Getting Real
gbennett | Mar 16, 2008 | Comments 2
3 things to understand about the local real estate market
When Matt and Mindy Orr bought their two-bedroom home in Orem seven years ago, they had one child and plenty of room. Since then, they’ve added another child and the accessories that accompany a family of four.
“We outgrew it,” Matt says. “We needed more space, and our son and daughter each needed their own space.”
With reports of a national slowdown in real estate and “crashes” in Las Vegas and Phoenix, Matt and Mindy were understandably worried about selling their home. Throw in the fact they placed their house on the market Dec. 10 — a traditionally slow time for home sales — and the concerns were justified.
But their starter home in Orem sold in less than a week.
While the Orrs’ experience may not be typical, it illustrates that Utah Valley isn’t suffering from a real estate drought — just an adjustment period.
During the “adjustment,” there are three things every buyer and seller should know about the local real estate market.
1. This is a correction in the market.
“It’s more of a market correction,” says Kenny Parcell, a real estate agent with RE/MAX Results Realty in Spanish Fork and the president of the Utah County Association of Realtors. “The market was never supposed to be what it was a year and a half ago.”
In May 2006, 601 single-family homes were sold in Utah County. In December 2007, that number dropped to 211, according to the Multiple Listing Service.
While the number of homes sold has fallen from its peak in mid-2006, home prices are not plummeting. The median price of a home sold in May 2006 was $205,000. In December 2007, it was $223,043.
“We’re just starting to see some values flattening out,” says Jerry Taylor, UCCU’s staff appraiser who appraises about 400 homes a year. “The real difference we’re seeing is the length of marketing time.”
Eighteen months ago, homeowners might have sold a home in 30 to 60 days. Now the home might take six months.
Longer marketing time has led to more supply. Again, going back to May 2006, 2,660 single-family homes were for sale. In December 2007, 4,015 homes were on the market. Basic economic principles explain that doubling the supply leads to a lower price, even with strong demand.
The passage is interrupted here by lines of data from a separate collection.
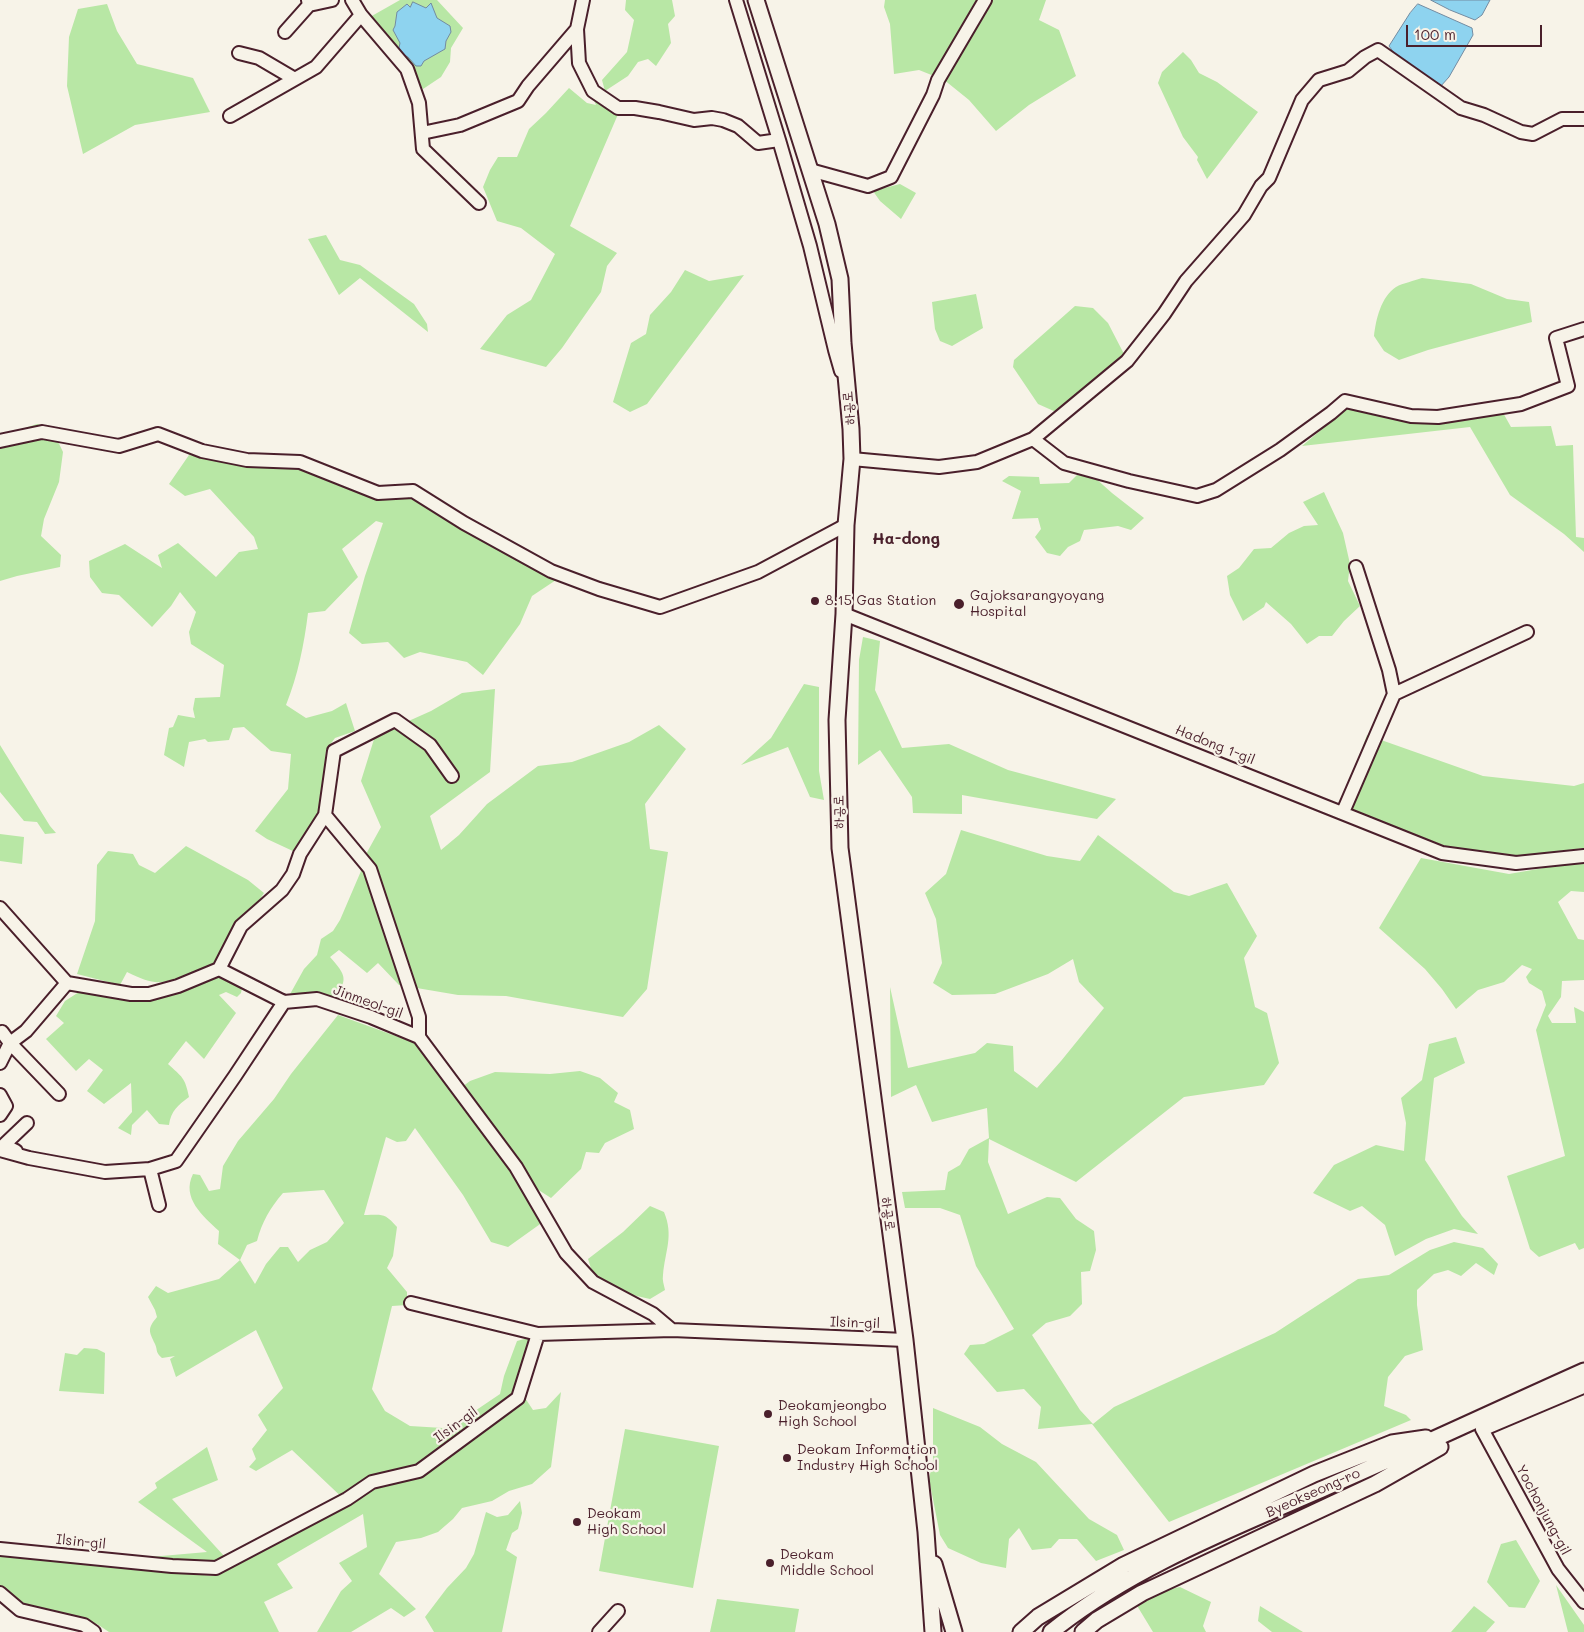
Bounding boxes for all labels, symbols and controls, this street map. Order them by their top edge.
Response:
scale bar [1409,15,1545,47]
text: 100 m [1414,24,1456,44]
street label: 하공로 [839,390,859,426]
district label: Ha-dong [872,529,940,549]
place label: Gajoksarangyoyang Hospital [970,588,1104,620]
place label: 8.15 Gas Station [825,593,936,609]
marker: 8.15 Gas Station [809,595,821,607]
marker: Gajoksarangyoyang Hospital [952,597,966,611]
street label: Hadong 1-gil [1173,721,1257,769]
street label: 하공로 [830,795,848,829]
street label: Jinmeol-gil [331,982,405,1022]
street label: 하공로 [877,1196,899,1232]
street label: Ilsin-gil [830,1314,880,1332]
place label: Deokamjeongbo High School [778,1398,887,1430]
street label: Ilsin-gil [431,1403,481,1447]
marker: Deokamjeongbo High School [762,1408,774,1420]
place label: Deokam Information Industry High School [797,1442,938,1474]
marker: Deokam Information Industry High School [781,1452,793,1464]
street label: Yochonjung-gil [1512,1462,1574,1558]
street label: Byeokseong-ro [1263,1465,1363,1521]
place label: Deokam High School [587,1506,666,1538]
marker: Deokam High School [571,1516,583,1528]
street label: Ilsin-gil [55,1531,107,1553]
place label: Deokam Middle School [780,1547,874,1580]
marker: Deokam Middle School [764,1557,776,1569]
“Job growth is good and the local economy is strong,” Kenny says. “The buyers are still there. You just have to be more competitive in your pricing and more effective in your marketing.”
2. Mortgage lenders are more conservative than they once were.
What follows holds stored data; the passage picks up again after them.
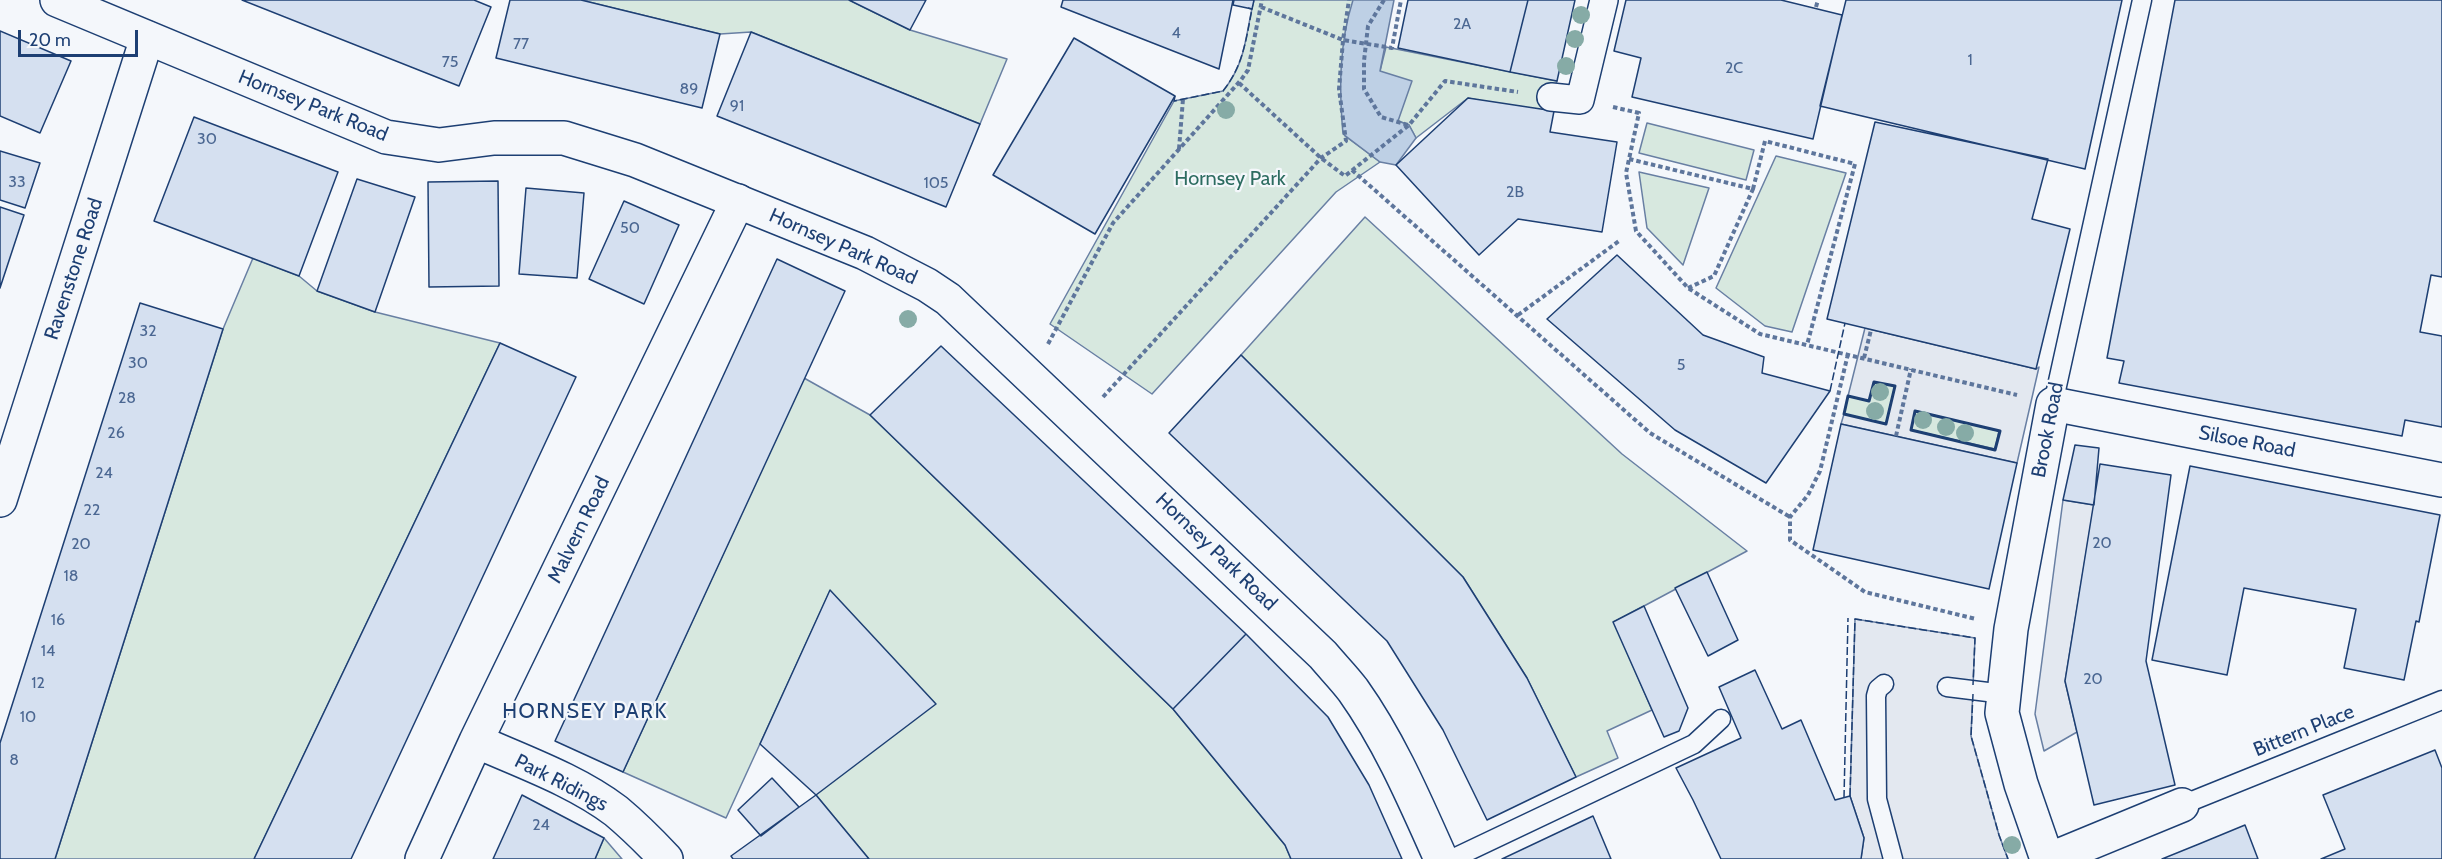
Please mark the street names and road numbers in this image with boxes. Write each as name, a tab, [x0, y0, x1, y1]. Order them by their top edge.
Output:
street label: Hornsey Park Road	[235, 65, 391, 147]
street label: Ravenstone Road	[40, 195, 108, 343]
street label: Hornsey Park Road	[765, 204, 921, 290]
street label: Brook Road	[2027, 380, 2069, 480]
street label: Silsoe Road	[2197, 421, 2297, 463]
street label: Malvern Road	[543, 473, 615, 587]
street label: Hornsey Park Road	[1150, 488, 1282, 616]
street label: Bittern Place	[2250, 700, 2358, 762]
street label: Park Ridings	[510, 749, 612, 817]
With the “sub prime” hit delivered to mortgage companies across the country, lenders are being more careful with the loans they offer.
“Utah County has taken less of a hit than some other areas, but things have changed,” says Ally Kitchen, mortgage loan officer and processing supervisor with UCCU. “The programs are scaled back from what we saw a few years ago.”
Namely, high-risk loans aren’t as available. Lending programs are more conservative. However, for those well-qualified buyers, rates have continued to stay relatively low. Plus, with fewer borrowers, lenders are more competitive and you can find deals with lower fees and closing costs.
For first-time homebuyers and low-income buyers, the Federal Housing Administration has developed additional programs to assist in securing funding.
Mortgage lenders still need to lend money to earn their livelihoods, but they have become more conservative in who they lend to and how much they provide.
3. Home prices are all relative.
When you’re selling your home, you worry about the current residential real estate market. Will it sell? Will I get the price I want?
But as soon as you sell the home — even if it’s for less than you could have 12 months ago — you love the current state of the buyer’s market.
“People need to understand that it’s all relative,” Kenny says. “If you sell your house for a little less than you could have, understand that you’re probably going to buy your new house for a little less than you would have.”
Throw in the competition mortgage lenders face and you have the chance to go on offense.
The fact is, land is still an increasingly rare commodity in Utah Valley and the economy is strong, with low unemployment and healthy industries. Buyers are here. And, right now, they’re in control.